What you are asked to do:
Exact duplicates of all entries are needed.

Records supplied:

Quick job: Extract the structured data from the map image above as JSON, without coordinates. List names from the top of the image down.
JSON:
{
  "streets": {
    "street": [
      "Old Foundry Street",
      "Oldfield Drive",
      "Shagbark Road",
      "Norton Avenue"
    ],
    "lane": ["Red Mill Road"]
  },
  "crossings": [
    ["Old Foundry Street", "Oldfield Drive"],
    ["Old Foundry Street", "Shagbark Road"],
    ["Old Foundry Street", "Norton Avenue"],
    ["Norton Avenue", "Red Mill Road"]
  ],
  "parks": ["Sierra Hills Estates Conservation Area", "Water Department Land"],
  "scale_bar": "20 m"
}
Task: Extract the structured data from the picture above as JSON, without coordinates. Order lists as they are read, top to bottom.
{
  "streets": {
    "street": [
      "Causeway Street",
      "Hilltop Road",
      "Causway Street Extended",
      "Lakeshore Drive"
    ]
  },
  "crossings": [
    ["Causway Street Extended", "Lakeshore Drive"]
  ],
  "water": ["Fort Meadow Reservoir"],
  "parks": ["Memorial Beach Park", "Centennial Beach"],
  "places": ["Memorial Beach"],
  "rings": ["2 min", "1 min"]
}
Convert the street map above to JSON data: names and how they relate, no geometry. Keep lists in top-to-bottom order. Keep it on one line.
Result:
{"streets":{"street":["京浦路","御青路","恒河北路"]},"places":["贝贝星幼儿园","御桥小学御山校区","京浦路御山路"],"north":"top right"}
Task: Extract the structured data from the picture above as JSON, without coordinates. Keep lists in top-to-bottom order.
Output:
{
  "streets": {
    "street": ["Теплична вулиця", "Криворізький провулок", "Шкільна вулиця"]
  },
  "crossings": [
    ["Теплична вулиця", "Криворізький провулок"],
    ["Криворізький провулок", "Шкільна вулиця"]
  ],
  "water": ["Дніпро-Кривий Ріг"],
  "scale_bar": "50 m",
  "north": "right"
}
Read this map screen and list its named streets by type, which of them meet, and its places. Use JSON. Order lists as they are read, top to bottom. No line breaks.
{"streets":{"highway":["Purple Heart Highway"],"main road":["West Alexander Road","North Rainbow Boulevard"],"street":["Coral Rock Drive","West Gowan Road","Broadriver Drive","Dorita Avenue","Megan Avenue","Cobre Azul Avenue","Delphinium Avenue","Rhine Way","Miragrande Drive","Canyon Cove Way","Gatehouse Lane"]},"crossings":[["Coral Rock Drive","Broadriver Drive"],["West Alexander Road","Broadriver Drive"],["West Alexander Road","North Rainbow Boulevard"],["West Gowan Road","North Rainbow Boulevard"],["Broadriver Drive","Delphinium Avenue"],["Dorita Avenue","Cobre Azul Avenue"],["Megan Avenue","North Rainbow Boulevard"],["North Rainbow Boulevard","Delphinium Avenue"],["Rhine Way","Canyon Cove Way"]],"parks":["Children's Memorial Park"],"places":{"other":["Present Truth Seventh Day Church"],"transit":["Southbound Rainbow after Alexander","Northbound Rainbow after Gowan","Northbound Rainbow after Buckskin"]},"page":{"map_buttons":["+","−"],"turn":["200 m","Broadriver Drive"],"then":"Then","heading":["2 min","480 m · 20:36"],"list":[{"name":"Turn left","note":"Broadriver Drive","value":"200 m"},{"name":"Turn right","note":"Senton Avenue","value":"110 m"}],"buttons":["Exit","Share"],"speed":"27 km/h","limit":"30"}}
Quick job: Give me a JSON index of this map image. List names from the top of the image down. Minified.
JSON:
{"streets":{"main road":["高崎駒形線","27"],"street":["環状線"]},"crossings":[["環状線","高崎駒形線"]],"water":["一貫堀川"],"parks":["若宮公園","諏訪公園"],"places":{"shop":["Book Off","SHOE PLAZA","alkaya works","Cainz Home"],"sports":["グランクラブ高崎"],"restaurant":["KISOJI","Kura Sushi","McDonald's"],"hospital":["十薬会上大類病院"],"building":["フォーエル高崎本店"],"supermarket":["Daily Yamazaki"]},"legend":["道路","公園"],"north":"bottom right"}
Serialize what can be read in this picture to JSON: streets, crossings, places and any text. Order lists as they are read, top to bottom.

Result for this exercise:
Quick job: Extract the structured data from the map image above as JSON, without coordinates. List names from the top of the image down.
JSON:
{
  "streets": {
    "street": [
      "Old Foundry Street",
      "Oldfield Drive",
      "Shagbark Road",
      "Norton Avenue"
    ],
    "lane": ["Red Mill Road"]
  },
  "crossings": [
    ["Old Foundry Street", "Oldfield Drive"],
    ["Old Foundry Street", "Shagbark Road"],
    ["Old Foundry Street", "Norton Avenue"],
    ["Norton Avenue", "Red Mill Road"]
  ],
  "parks": ["Sierra Hills Estates Conservation Area", "Water Department Land"],
  "scale_bar": "20 m"
}
Task: Extract the structured data from the picture above as JSON, without coordinates. Order lists as they are read, top to bottom.
{
  "streets": {
    "street": [
      "Causeway Street",
      "Hilltop Road",
      "Causway Street Extended",
      "Lakeshore Drive"
    ]
  },
  "crossings": [
    ["Causway Street Extended", "Lakeshore Drive"]
  ],
  "water": ["Fort Meadow Reservoir"],
  "parks": ["Memorial Beach Park", "Centennial Beach"],
  "places": ["Memorial Beach"],
  "rings": ["2 min", "1 min"]
}
Convert the street map above to JSON data: names and how they relate, no geometry. Keep lists in top-to-bottom order. Keep it on one line.
Result:
{"streets":{"street":["京浦路","御青路","恒河北路"]},"places":["贝贝星幼儿园","御桥小学御山校区","京浦路御山路"],"north":"top right"}
Task: Extract the structured data from the picture above as JSON, without coordinates. Keep lists in top-to-bottom order.
Output:
{
  "streets": {
    "street": ["Теплична вулиця", "Криворізький провулок", "Шкільна вулиця"]
  },
  "crossings": [
    ["Теплична вулиця", "Криворізький провулок"],
    ["Криворізький провулок", "Шкільна вулиця"]
  ],
  "water": ["Дніпро-Кривий Ріг"],
  "scale_bar": "50 m",
  "north": "right"
}
Read this map screen and list its named streets by type, which of them meet, and its places. Use JSON. Order lists as they are read, top to bottom. No line breaks.
{"streets":{"highway":["Purple Heart Highway"],"main road":["West Alexander Road","North Rainbow Boulevard"],"street":["Coral Rock Drive","West Gowan Road","Broadriver Drive","Dorita Avenue","Megan Avenue","Cobre Azul Avenue","Delphinium Avenue","Rhine Way","Miragrande Drive","Canyon Cove Way","Gatehouse Lane"]},"crossings":[["Coral Rock Drive","Broadriver Drive"],["West Alexander Road","Broadriver Drive"],["West Alexander Road","North Rainbow Boulevard"],["West Gowan Road","North Rainbow Boulevard"],["Broadriver Drive","Delphinium Avenue"],["Dorita Avenue","Cobre Azul Avenue"],["Megan Avenue","North Rainbow Boulevard"],["North Rainbow Boulevard","Delphinium Avenue"],["Rhine Way","Canyon Cove Way"]],"parks":["Children's Memorial Park"],"places":{"other":["Present Truth Seventh Day Church"],"transit":["Southbound Rainbow after Alexander","Northbound Rainbow after Gowan","Northbound Rainbow after Buckskin"]},"page":{"map_buttons":["+","−"],"turn":["200 m","Broadriver Drive"],"then":"Then","heading":["2 min","480 m · 20:36"],"list":[{"name":"Turn left","note":"Broadriver Drive","value":"200 m"},{"name":"Turn right","note":"Senton Avenue","value":"110 m"}],"buttons":["Exit","Share"],"speed":"27 km/h","limit":"30"}}
Quick job: Give me a JSON index of this map image. List names from the top of the image down. Minified.
JSON:
{"streets":{"main road":["高崎駒形線","27"],"street":["環状線"]},"crossings":[["環状線","高崎駒形線"]],"water":["一貫堀川"],"parks":["若宮公園","諏訪公園"],"places":{"shop":["Book Off","SHOE PLAZA","alkaya works","Cainz Home"],"sports":["グランクラブ高崎"],"restaurant":["KISOJI","Kura Sushi","McDonald's"],"hospital":["十薬会上大類病院"],"building":["フォーエル高崎本店"],"supermarket":["Daily Yamazaki"]},"legend":["道路","公園"],"north":"bottom right"}
Serialize what can be read in this picture to JSON: streets, crossings, places and any text. Order lists as they are read, top to bottom.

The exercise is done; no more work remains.